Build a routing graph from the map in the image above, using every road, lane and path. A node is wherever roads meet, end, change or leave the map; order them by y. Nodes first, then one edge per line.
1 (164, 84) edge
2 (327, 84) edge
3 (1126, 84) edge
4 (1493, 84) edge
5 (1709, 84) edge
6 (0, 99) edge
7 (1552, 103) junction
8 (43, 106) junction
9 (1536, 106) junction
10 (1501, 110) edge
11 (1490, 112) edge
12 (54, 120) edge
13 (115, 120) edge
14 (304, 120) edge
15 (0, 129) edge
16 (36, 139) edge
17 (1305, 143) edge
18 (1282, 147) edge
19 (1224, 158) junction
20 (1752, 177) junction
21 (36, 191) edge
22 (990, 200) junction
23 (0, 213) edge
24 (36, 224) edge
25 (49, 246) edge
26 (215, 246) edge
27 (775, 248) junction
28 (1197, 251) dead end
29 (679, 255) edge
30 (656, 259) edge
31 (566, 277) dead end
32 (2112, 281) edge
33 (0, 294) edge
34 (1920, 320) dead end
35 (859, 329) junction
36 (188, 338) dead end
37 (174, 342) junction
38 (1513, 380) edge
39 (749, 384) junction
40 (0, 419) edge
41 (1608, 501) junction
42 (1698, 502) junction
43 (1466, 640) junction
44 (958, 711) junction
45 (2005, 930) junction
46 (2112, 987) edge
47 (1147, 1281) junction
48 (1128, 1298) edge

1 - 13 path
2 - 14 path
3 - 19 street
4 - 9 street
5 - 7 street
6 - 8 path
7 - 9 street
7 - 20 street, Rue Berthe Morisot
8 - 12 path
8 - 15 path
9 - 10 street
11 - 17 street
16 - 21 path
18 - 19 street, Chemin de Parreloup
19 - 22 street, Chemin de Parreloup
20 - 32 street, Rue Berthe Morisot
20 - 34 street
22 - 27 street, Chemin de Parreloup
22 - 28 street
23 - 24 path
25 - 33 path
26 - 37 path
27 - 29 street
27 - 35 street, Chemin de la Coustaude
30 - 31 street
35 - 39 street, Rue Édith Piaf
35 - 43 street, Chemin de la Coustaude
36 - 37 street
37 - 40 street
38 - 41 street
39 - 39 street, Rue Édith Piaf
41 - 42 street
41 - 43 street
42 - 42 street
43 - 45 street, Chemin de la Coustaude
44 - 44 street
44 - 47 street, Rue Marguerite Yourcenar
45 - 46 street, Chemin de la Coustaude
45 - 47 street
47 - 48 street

→ **How to complete this task**
In full and without error, repeat the material above.

→ **Reply to the task**
Build a routing graph from the map in the image above, using every road, lane and path. A node is wherever roads meet, end, change or leave the map; order them by y. Nodes first, then one edge per line.
1 (164, 84) edge
2 (327, 84) edge
3 (1126, 84) edge
4 (1493, 84) edge
5 (1709, 84) edge
6 (0, 99) edge
7 (1552, 103) junction
8 (43, 106) junction
9 (1536, 106) junction
10 (1501, 110) edge
11 (1490, 112) edge
12 (54, 120) edge
13 (115, 120) edge
14 (304, 120) edge
15 (0, 129) edge
16 (36, 139) edge
17 (1305, 143) edge
18 (1282, 147) edge
19 (1224, 158) junction
20 (1752, 177) junction
21 (36, 191) edge
22 (990, 200) junction
23 (0, 213) edge
24 (36, 224) edge
25 (49, 246) edge
26 (215, 246) edge
27 (775, 248) junction
28 (1197, 251) dead end
29 (679, 255) edge
30 (656, 259) edge
31 (566, 277) dead end
32 (2112, 281) edge
33 (0, 294) edge
34 (1920, 320) dead end
35 (859, 329) junction
36 (188, 338) dead end
37 (174, 342) junction
38 (1513, 380) edge
39 (749, 384) junction
40 (0, 419) edge
41 (1608, 501) junction
42 (1698, 502) junction
43 (1466, 640) junction
44 (958, 711) junction
45 (2005, 930) junction
46 (2112, 987) edge
47 (1147, 1281) junction
48 (1128, 1298) edge

1 - 13 path
2 - 14 path
3 - 19 street
4 - 9 street
5 - 7 street
6 - 8 path
7 - 9 street
7 - 20 street, Rue Berthe Morisot
8 - 12 path
8 - 15 path
9 - 10 street
11 - 17 street
16 - 21 path
18 - 19 street, Chemin de Parreloup
19 - 22 street, Chemin de Parreloup
20 - 32 street, Rue Berthe Morisot
20 - 34 street
22 - 27 street, Chemin de Parreloup
22 - 28 street
23 - 24 path
25 - 33 path
26 - 37 path
27 - 29 street
27 - 35 street, Chemin de la Coustaude
30 - 31 street
35 - 39 street, Rue Édith Piaf
35 - 43 street, Chemin de la Coustaude
36 - 37 street
37 - 40 street
38 - 41 street
39 - 39 street, Rue Édith Piaf
41 - 42 street
41 - 43 street
42 - 42 street
43 - 45 street, Chemin de la Coustaude
44 - 44 street
44 - 47 street, Rue Marguerite Yourcenar
45 - 46 street, Chemin de la Coustaude
45 - 47 street
47 - 48 street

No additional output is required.